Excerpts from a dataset
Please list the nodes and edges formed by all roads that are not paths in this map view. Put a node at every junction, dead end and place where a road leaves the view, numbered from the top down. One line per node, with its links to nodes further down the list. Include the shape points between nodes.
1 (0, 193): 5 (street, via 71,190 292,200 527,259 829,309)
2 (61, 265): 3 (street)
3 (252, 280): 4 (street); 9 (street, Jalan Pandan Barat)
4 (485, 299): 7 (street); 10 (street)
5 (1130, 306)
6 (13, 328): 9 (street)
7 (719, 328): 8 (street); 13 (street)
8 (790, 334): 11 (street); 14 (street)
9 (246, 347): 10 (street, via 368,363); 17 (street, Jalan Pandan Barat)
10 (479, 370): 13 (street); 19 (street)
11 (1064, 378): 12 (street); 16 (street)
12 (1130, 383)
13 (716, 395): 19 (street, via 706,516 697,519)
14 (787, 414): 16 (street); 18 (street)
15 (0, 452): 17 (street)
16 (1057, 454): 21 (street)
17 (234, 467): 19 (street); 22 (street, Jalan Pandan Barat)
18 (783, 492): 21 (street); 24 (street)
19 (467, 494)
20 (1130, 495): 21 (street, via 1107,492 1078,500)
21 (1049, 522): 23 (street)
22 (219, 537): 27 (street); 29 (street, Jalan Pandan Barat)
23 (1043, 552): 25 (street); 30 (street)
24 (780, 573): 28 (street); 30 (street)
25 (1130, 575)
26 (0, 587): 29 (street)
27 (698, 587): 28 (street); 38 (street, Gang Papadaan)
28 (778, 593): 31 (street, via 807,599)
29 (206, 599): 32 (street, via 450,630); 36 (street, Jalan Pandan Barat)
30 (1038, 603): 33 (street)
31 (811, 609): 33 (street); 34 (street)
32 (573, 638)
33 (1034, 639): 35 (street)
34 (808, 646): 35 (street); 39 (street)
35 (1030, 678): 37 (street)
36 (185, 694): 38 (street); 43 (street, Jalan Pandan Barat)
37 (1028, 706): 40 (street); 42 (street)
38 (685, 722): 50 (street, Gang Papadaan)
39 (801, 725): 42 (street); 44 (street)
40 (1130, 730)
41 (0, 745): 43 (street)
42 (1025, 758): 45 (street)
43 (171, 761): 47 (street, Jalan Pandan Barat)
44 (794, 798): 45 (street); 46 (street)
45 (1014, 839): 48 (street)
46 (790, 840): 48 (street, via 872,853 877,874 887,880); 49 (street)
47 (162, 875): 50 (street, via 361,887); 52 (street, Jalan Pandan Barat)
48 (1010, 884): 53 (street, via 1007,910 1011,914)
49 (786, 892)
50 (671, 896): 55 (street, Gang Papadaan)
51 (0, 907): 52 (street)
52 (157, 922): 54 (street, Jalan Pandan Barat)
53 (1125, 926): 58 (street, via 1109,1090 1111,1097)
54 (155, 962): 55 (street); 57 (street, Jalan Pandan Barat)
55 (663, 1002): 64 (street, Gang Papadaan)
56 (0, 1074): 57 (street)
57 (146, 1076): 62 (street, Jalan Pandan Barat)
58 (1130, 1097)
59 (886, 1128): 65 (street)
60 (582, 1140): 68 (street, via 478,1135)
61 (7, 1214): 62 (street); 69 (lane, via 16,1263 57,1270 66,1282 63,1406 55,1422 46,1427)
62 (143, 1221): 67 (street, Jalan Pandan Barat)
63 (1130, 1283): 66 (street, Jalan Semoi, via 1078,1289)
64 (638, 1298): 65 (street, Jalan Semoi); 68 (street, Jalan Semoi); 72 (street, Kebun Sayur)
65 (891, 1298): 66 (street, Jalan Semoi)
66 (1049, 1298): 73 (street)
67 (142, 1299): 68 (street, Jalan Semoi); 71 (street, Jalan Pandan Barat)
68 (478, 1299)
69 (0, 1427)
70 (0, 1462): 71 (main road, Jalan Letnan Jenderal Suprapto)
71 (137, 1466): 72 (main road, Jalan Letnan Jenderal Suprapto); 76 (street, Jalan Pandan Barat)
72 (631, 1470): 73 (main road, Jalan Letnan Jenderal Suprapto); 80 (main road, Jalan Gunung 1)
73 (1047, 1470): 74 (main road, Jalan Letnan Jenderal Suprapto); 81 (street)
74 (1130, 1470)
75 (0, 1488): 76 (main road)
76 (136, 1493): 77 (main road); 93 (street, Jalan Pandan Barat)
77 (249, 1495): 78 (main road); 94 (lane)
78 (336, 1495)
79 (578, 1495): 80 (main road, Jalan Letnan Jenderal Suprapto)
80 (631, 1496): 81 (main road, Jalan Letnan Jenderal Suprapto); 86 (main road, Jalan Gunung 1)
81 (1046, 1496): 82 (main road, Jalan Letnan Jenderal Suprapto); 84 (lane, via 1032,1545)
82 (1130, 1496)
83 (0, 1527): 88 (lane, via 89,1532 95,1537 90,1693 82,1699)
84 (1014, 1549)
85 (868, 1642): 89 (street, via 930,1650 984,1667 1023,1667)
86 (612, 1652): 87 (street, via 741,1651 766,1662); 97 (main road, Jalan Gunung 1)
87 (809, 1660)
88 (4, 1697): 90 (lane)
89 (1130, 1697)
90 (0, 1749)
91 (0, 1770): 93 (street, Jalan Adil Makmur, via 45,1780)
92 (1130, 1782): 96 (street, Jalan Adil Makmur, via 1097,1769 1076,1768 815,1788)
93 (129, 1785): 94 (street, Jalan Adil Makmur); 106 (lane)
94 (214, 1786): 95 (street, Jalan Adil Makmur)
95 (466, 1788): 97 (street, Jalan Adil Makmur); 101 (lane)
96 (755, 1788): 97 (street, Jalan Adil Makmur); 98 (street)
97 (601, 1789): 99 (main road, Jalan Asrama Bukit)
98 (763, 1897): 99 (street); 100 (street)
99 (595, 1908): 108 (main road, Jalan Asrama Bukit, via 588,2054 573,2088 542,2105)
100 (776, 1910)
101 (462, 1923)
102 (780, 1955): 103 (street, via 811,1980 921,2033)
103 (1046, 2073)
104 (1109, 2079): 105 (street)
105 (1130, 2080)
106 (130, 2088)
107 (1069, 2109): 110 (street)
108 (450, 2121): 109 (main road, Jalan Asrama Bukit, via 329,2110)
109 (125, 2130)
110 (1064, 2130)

What the task asks:
Check each line of the data above, and please copy the ones in which the string "Gang" occurs.

Answer space:
27 (698, 587): 28 (street); 38 (street, Gang Papadaan)
38 (685, 722): 50 (street, Gang Papadaan)
50 (671, 896): 55 (street, Gang Papadaan)
55 (663, 1002): 64 (street, Gang Papadaan)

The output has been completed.